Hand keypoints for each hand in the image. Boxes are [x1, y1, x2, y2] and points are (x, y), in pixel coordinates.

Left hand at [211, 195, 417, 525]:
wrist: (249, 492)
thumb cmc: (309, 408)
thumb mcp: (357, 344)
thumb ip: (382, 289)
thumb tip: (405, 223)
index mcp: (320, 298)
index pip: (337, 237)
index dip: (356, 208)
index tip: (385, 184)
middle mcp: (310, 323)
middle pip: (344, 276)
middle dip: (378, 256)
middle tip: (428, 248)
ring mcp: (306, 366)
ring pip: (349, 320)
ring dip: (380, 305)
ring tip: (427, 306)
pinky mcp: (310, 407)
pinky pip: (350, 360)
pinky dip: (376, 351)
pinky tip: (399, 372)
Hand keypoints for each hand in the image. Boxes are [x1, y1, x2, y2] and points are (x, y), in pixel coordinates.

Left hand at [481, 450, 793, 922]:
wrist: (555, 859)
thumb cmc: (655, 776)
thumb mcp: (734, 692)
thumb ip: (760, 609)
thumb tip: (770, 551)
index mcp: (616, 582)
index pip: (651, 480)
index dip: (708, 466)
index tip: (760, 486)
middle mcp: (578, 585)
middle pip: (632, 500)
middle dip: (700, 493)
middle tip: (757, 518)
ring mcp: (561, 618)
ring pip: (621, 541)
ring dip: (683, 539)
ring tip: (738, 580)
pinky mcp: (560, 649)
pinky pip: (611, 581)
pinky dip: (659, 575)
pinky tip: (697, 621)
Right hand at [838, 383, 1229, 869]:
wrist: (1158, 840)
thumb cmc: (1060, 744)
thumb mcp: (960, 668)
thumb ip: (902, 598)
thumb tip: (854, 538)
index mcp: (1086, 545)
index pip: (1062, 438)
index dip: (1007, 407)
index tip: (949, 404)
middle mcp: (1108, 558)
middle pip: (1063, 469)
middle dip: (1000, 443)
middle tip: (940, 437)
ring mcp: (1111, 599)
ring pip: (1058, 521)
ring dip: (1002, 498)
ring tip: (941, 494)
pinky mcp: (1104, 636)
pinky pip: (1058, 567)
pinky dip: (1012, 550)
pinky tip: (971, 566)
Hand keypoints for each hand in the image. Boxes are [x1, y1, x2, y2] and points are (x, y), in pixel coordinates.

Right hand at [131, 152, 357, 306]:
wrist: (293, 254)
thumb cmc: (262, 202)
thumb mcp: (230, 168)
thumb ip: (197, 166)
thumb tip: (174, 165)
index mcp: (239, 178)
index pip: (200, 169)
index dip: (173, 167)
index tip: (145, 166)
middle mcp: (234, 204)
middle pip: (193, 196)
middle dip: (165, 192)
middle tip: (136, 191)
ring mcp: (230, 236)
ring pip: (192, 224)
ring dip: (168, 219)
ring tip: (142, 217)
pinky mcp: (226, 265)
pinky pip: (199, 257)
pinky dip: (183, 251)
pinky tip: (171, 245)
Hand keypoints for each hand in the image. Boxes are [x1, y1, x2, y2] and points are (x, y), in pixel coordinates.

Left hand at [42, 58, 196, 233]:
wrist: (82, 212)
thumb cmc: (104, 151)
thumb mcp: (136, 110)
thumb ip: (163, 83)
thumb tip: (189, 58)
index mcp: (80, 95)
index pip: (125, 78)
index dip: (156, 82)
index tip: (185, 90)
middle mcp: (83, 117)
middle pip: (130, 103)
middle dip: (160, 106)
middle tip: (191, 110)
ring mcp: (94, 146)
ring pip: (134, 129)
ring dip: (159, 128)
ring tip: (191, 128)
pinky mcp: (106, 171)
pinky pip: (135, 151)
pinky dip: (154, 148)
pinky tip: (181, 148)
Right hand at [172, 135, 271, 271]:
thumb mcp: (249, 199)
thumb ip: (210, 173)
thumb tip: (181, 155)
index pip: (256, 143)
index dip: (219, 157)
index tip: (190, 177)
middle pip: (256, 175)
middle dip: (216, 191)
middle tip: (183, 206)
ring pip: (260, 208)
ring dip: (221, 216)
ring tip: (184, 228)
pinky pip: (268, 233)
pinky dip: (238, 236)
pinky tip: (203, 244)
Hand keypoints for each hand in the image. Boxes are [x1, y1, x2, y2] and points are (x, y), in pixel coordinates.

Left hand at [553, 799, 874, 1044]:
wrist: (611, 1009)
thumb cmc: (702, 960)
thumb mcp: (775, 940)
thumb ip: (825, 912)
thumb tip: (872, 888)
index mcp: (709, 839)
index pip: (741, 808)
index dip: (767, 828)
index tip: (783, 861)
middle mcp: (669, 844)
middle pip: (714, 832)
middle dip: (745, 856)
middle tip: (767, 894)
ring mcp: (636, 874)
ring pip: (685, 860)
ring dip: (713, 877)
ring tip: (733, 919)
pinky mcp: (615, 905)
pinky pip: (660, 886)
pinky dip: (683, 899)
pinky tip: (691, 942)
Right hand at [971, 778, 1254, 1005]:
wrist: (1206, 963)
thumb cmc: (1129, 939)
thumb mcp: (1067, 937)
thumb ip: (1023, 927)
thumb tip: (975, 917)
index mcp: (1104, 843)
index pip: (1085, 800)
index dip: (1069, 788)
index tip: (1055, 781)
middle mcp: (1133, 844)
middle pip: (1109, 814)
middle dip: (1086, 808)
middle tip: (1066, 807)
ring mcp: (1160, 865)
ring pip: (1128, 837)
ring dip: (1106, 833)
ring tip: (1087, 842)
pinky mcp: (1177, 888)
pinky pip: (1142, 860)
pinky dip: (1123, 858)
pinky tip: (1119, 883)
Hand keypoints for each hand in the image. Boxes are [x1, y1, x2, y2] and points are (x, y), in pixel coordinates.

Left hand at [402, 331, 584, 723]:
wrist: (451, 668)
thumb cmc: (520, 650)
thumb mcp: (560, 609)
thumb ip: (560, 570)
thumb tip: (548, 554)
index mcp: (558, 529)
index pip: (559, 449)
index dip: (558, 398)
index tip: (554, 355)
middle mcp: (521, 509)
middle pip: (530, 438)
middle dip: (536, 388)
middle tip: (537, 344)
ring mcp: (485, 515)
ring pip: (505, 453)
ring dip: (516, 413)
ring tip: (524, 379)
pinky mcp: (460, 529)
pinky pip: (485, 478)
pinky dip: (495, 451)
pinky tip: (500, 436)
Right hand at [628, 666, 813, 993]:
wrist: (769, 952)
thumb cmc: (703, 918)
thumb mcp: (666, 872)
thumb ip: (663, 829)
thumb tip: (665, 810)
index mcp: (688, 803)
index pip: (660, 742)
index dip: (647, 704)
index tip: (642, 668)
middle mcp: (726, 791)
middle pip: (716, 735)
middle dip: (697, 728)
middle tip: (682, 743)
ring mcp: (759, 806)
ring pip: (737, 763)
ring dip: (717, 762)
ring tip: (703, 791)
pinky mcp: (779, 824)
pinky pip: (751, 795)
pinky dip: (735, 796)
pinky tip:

--

• What the exercise asks
Where the word "Left" appears in a line of the entries, copy that line.

• Output for this task
Left hand at [211, 195, 417, 525]:
Left hand at [481, 450, 793, 922]:
Left hand at [42, 58, 196, 233]:
Left hand at [553, 799, 874, 1044]:
Left hand at [402, 331, 584, 723]:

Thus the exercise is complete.